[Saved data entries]

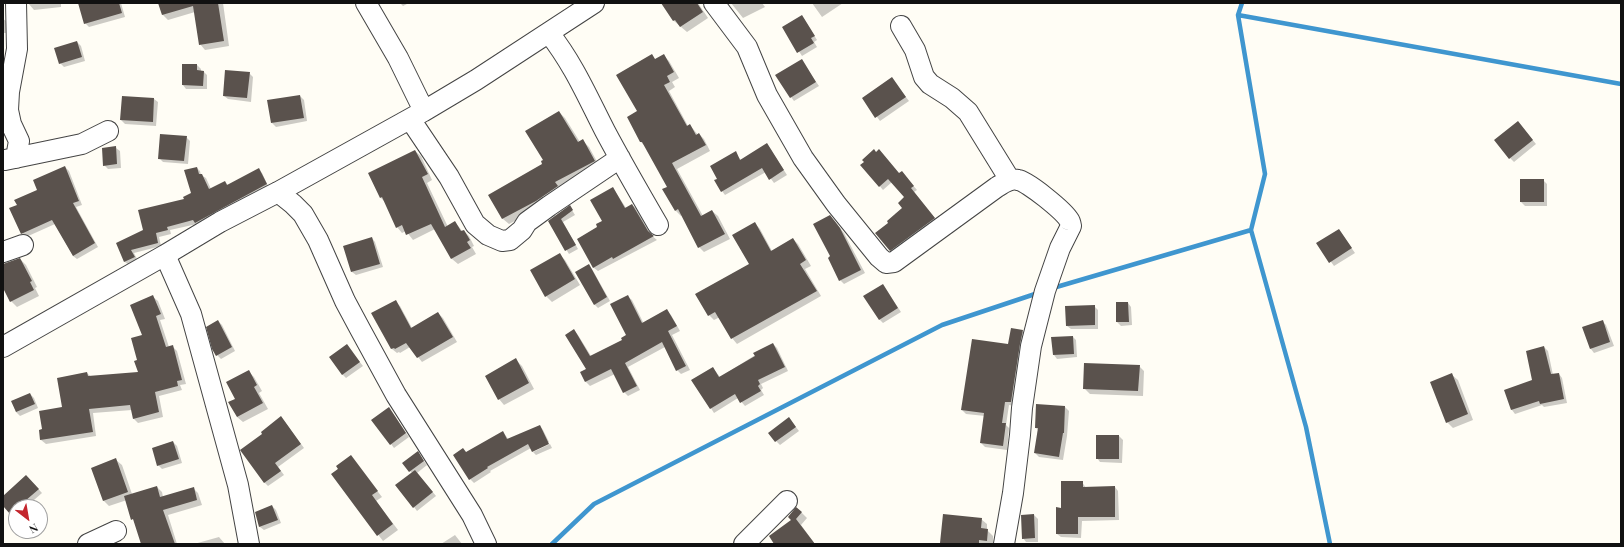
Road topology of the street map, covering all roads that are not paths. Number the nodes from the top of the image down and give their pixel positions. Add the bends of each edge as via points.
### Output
1 (16, 3) edge
2 (366, 3) edge
3 (714, 3) edge
4 (585, 6) edge
5 (901, 26) dead end
6 (548, 33) junction
7 (417, 115) junction
8 (108, 131) dead end
9 (620, 158) junction
10 (10, 159) edge
11 (1010, 180) junction
12 (278, 192) junction
13 (658, 225) dead end
14 (23, 245) dead end
15 (3, 252) edge
16 (165, 255) junction
17 (3, 347) edge
18 (787, 501) dead end
19 (116, 531) dead end
20 (88, 544) edge
21 (249, 544) edge
22 (486, 544) edge
23 (744, 544) edge
24 (1004, 544) edge

1 - 10 street via 17,49 8,110 19,142
2 - 7 street via 398,58
3 - 11 street via 747,47 767,96 803,158 836,204 886,263 894,262
4 - 6 street
5 - 11 street via 915,50 924,77 968,112
6 - 7 street
6 - 9 street via 581,81
7 - 9 street via 475,224 488,235 502,241 510,240 549,206
7 - 12 street
8 - 10 street via 82,144
9 - 13 street
11 - 24 street via 1019,180 1032,187 1070,220 1071,226 1060,248 1045,291 1031,346 1013,493
12 - 16 street via 220,222
12 - 22 street via 303,214 318,240 345,301 396,395 472,515
14 - 15 street
16 - 17 street
16 - 21 street via 191,314 238,485
18 - 23 street
19 - 20 street

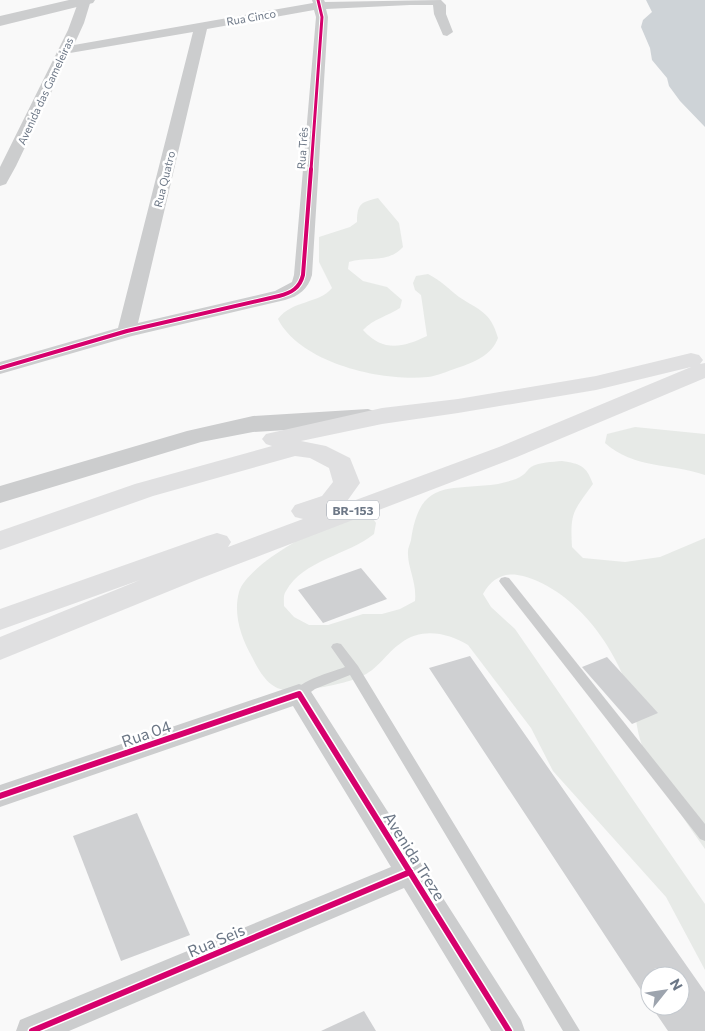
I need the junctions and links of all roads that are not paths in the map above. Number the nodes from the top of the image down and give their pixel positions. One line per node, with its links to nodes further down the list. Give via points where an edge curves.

*Exercise goal:* Filter the entries and copy each line with "nodes".

*Answer section:*
Road topology of the street map, covering all roads that are not paths. Number the nodes from the top of the image down and give their pixel positions. Add the bends of each edge as via points.
I need the junctions and links of all roads that are not paths in the map above. Number the nodes from the top of the image down and give their pixel positions. One line per node, with its links to nodes further down the list. Give via points where an edge curves.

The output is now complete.